### Work item
Please return each of the entries that follow, unchanged in every word.

Stored data:
*** Block opens ***
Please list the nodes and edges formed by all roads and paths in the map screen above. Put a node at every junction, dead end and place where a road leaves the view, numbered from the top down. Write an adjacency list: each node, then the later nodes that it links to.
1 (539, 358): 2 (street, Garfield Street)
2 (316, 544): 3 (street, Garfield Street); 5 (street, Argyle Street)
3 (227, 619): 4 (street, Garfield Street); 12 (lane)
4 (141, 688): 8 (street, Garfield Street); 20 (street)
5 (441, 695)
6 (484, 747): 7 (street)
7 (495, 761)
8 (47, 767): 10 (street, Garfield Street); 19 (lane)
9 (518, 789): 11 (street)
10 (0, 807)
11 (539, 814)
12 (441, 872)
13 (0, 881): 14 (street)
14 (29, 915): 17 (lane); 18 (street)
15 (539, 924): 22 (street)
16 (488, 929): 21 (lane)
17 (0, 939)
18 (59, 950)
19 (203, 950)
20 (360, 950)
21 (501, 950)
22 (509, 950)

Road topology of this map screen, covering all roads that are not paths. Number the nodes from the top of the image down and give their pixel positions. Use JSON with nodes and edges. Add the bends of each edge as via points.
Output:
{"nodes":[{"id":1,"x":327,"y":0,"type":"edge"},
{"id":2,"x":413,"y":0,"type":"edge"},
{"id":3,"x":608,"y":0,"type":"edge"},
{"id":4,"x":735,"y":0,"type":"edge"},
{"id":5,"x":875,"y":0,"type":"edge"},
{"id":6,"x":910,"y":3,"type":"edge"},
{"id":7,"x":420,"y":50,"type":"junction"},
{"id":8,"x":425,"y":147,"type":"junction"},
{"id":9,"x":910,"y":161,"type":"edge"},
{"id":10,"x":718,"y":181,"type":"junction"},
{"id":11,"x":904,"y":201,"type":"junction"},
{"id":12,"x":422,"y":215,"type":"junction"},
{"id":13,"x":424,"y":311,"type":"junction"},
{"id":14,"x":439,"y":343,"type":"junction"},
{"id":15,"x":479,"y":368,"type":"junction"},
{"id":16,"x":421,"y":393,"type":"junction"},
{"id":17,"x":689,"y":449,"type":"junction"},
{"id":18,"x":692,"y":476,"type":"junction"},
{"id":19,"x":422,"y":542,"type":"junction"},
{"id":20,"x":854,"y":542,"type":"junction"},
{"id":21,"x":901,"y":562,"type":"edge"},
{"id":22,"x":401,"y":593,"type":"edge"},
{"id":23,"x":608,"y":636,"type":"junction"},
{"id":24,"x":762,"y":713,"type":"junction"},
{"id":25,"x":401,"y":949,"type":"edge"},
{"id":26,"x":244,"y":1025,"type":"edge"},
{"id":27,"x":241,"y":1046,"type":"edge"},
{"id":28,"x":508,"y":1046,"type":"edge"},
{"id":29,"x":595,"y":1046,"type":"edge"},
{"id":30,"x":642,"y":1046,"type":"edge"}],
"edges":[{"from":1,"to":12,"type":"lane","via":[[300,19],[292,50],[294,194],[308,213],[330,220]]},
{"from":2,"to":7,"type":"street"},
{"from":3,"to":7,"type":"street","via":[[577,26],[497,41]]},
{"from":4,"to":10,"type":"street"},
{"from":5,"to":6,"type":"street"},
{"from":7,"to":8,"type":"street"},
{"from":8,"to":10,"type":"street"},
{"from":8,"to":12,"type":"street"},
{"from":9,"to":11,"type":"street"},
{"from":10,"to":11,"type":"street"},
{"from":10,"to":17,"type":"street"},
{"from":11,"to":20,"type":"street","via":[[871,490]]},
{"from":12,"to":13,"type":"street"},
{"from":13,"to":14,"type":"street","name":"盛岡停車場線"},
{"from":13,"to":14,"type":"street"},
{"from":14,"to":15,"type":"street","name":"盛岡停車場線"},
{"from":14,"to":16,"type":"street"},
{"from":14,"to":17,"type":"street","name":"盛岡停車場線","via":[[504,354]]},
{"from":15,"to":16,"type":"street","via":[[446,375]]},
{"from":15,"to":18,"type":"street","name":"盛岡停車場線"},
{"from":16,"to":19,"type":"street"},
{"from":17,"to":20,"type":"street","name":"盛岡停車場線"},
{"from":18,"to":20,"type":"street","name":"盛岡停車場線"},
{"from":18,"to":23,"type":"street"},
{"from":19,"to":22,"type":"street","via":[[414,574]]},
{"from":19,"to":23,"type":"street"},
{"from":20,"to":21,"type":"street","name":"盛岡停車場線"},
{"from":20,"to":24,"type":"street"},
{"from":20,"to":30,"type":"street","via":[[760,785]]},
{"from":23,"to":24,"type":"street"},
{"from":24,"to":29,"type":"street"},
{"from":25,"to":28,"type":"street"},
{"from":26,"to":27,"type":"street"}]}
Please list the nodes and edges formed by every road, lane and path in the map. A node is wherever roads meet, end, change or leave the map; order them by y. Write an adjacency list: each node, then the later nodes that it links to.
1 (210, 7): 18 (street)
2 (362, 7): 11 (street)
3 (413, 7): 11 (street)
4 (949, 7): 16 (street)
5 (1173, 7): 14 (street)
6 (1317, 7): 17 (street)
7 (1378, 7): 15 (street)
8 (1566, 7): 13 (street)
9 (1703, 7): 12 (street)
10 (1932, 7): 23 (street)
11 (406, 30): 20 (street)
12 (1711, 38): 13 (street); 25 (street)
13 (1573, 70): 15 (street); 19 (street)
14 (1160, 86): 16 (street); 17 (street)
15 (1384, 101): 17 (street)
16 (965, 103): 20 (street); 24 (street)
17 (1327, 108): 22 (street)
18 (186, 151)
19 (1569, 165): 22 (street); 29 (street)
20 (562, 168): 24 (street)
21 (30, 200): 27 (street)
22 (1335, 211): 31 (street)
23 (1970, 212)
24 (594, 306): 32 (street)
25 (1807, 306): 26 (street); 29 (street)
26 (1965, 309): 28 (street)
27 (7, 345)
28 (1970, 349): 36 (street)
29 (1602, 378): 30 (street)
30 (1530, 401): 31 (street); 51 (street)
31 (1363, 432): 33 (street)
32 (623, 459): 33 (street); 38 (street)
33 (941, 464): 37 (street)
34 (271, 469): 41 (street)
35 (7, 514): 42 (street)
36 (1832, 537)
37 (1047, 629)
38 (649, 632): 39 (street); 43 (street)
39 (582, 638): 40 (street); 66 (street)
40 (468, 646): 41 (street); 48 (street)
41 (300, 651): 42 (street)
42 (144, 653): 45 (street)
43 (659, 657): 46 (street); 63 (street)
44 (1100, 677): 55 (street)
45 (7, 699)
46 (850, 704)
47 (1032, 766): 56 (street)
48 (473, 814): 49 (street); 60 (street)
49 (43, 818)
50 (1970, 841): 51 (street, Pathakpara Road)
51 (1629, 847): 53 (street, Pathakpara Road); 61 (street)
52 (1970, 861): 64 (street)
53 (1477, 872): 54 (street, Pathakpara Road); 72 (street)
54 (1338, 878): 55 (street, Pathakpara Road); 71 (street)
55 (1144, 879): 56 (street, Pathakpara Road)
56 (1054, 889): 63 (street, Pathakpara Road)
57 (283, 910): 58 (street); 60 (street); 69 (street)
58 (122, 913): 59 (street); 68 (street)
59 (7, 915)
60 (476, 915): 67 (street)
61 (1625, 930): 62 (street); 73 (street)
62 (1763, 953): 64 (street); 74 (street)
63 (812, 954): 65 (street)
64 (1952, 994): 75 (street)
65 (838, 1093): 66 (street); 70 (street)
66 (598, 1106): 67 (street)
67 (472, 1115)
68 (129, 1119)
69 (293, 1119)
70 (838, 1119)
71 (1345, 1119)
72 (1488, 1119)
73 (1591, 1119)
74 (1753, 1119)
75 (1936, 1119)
*** Block closes ***
### Solved problem
Please list the nodes and edges formed by all roads and paths in the map screen above. Put a node at every junction, dead end and place where a road leaves the view, numbered from the top down. Write an adjacency list: each node, then the later nodes that it links to.
1 (539, 358): 2 (street, Garfield Street)
2 (316, 544): 3 (street, Garfield Street); 5 (street, Argyle Street)
3 (227, 619): 4 (street, Garfield Street); 12 (lane)
4 (141, 688): 8 (street, Garfield Street); 20 (street)
5 (441, 695)
6 (484, 747): 7 (street)
7 (495, 761)
8 (47, 767): 10 (street, Garfield Street); 19 (lane)
9 (518, 789): 11 (street)
10 (0, 807)
11 (539, 814)
12 (441, 872)
13 (0, 881): 14 (street)
14 (29, 915): 17 (lane); 18 (street)
15 (539, 924): 22 (street)
16 (488, 929): 21 (lane)
17 (0, 939)
18 (59, 950)
19 (203, 950)
20 (360, 950)
21 (501, 950)
22 (509, 950)

Road topology of this map screen, covering all roads that are not paths. Number the nodes from the top of the image down and give their pixel positions. Use JSON with nodes and edges. Add the bends of each edge as via points.
Output:
{"nodes":[{"id":1,"x":327,"y":0,"type":"edge"},
{"id":2,"x":413,"y":0,"type":"edge"},
{"id":3,"x":608,"y":0,"type":"edge"},
{"id":4,"x":735,"y":0,"type":"edge"},
{"id":5,"x":875,"y":0,"type":"edge"},
{"id":6,"x":910,"y":3,"type":"edge"},
{"id":7,"x":420,"y":50,"type":"junction"},
{"id":8,"x":425,"y":147,"type":"junction"},
{"id":9,"x":910,"y":161,"type":"edge"},
{"id":10,"x":718,"y":181,"type":"junction"},
{"id":11,"x":904,"y":201,"type":"junction"},
{"id":12,"x":422,"y":215,"type":"junction"},
{"id":13,"x":424,"y":311,"type":"junction"},
{"id":14,"x":439,"y":343,"type":"junction"},
{"id":15,"x":479,"y":368,"type":"junction"},
{"id":16,"x":421,"y":393,"type":"junction"},
{"id":17,"x":689,"y":449,"type":"junction"},
{"id":18,"x":692,"y":476,"type":"junction"},
{"id":19,"x":422,"y":542,"type":"junction"},
{"id":20,"x":854,"y":542,"type":"junction"},
{"id":21,"x":901,"y":562,"type":"edge"},
{"id":22,"x":401,"y":593,"type":"edge"},
{"id":23,"x":608,"y":636,"type":"junction"},
{"id":24,"x":762,"y":713,"type":"junction"},
{"id":25,"x":401,"y":949,"type":"edge"},
{"id":26,"x":244,"y":1025,"type":"edge"},
{"id":27,"x":241,"y":1046,"type":"edge"},
{"id":28,"x":508,"y":1046,"type":"edge"},
{"id":29,"x":595,"y":1046,"type":"edge"},
{"id":30,"x":642,"y":1046,"type":"edge"}],
"edges":[{"from":1,"to":12,"type":"lane","via":[[300,19],[292,50],[294,194],[308,213],[330,220]]},
{"from":2,"to":7,"type":"street"},
{"from":3,"to":7,"type":"street","via":[[577,26],[497,41]]},
{"from":4,"to":10,"type":"street"},
{"from":5,"to":6,"type":"street"},
{"from":7,"to":8,"type":"street"},
{"from":8,"to":10,"type":"street"},
{"from":8,"to":12,"type":"street"},
{"from":9,"to":11,"type":"street"},
{"from":10,"to":11,"type":"street"},
{"from":10,"to":17,"type":"street"},
{"from":11,"to":20,"type":"street","via":[[871,490]]},
{"from":12,"to":13,"type":"street"},
{"from":13,"to":14,"type":"street","name":"盛岡停車場線"},
{"from":13,"to":14,"type":"street"},
{"from":14,"to":15,"type":"street","name":"盛岡停車場線"},
{"from":14,"to":16,"type":"street"},
{"from":14,"to":17,"type":"street","name":"盛岡停車場線","via":[[504,354]]},
{"from":15,"to":16,"type":"street","via":[[446,375]]},
{"from":15,"to":18,"type":"street","name":"盛岡停車場線"},
{"from":16,"to":19,"type":"street"},
{"from":17,"to":20,"type":"street","name":"盛岡停車場線"},
{"from":18,"to":20,"type":"street","name":"盛岡停車場線"},
{"from":18,"to":23,"type":"street"},
{"from":19,"to":22,"type":"street","via":[[414,574]]},
{"from":19,"to":23,"type":"street"},
{"from":20,"to":21,"type":"street","name":"盛岡停車場線"},
{"from":20,"to":24,"type":"street"},
{"from":20,"to":30,"type":"street","via":[[760,785]]},
{"from":23,"to":24,"type":"street"},
{"from":24,"to":29,"type":"street"},
{"from":25,"to":28,"type":"street"},
{"from":26,"to":27,"type":"street"}]}
Please list the nodes and edges formed by every road, lane and path in the map. A node is wherever roads meet, end, change or leave the map; order them by y. Write an adjacency list: each node, then the later nodes that it links to.
1 (210, 7): 18 (street)
2 (362, 7): 11 (street)
3 (413, 7): 11 (street)
4 (949, 7): 16 (street)
5 (1173, 7): 14 (street)
6 (1317, 7): 17 (street)
7 (1378, 7): 15 (street)
8 (1566, 7): 13 (street)
9 (1703, 7): 12 (street)
10 (1932, 7): 23 (street)
11 (406, 30): 20 (street)
12 (1711, 38): 13 (street); 25 (street)
13 (1573, 70): 15 (street); 19 (street)
14 (1160, 86): 16 (street); 17 (street)
15 (1384, 101): 17 (street)
16 (965, 103): 20 (street); 24 (street)
17 (1327, 108): 22 (street)
18 (186, 151)
19 (1569, 165): 22 (street); 29 (street)
20 (562, 168): 24 (street)
21 (30, 200): 27 (street)
22 (1335, 211): 31 (street)
23 (1970, 212)
24 (594, 306): 32 (street)
25 (1807, 306): 26 (street); 29 (street)
26 (1965, 309): 28 (street)
27 (7, 345)
28 (1970, 349): 36 (street)
29 (1602, 378): 30 (street)
30 (1530, 401): 31 (street); 51 (street)
31 (1363, 432): 33 (street)
32 (623, 459): 33 (street); 38 (street)
33 (941, 464): 37 (street)
34 (271, 469): 41 (street)
35 (7, 514): 42 (street)
36 (1832, 537)
37 (1047, 629)
38 (649, 632): 39 (street); 43 (street)
39 (582, 638): 40 (street); 66 (street)
40 (468, 646): 41 (street); 48 (street)
41 (300, 651): 42 (street)
42 (144, 653): 45 (street)
43 (659, 657): 46 (street); 63 (street)
44 (1100, 677): 55 (street)
45 (7, 699)
46 (850, 704)
47 (1032, 766): 56 (street)
48 (473, 814): 49 (street); 60 (street)
49 (43, 818)
50 (1970, 841): 51 (street, Pathakpara Road)
51 (1629, 847): 53 (street, Pathakpara Road); 61 (street)
52 (1970, 861): 64 (street)
53 (1477, 872): 54 (street, Pathakpara Road); 72 (street)
54 (1338, 878): 55 (street, Pathakpara Road); 71 (street)
55 (1144, 879): 56 (street, Pathakpara Road)
56 (1054, 889): 63 (street, Pathakpara Road)
57 (283, 910): 58 (street); 60 (street); 69 (street)
58 (122, 913): 59 (street); 68 (street)
59 (7, 915)
60 (476, 915): 67 (street)
61 (1625, 930): 62 (street); 73 (street)
62 (1763, 953): 64 (street); 74 (street)
63 (812, 954): 65 (street)
64 (1952, 994): 75 (street)
65 (838, 1093): 66 (street); 70 (street)
66 (598, 1106): 67 (street)
67 (472, 1115)
68 (129, 1119)
69 (293, 1119)
70 (838, 1119)
71 (1345, 1119)
72 (1488, 1119)
73 (1591, 1119)
74 (1753, 1119)
75 (1936, 1119)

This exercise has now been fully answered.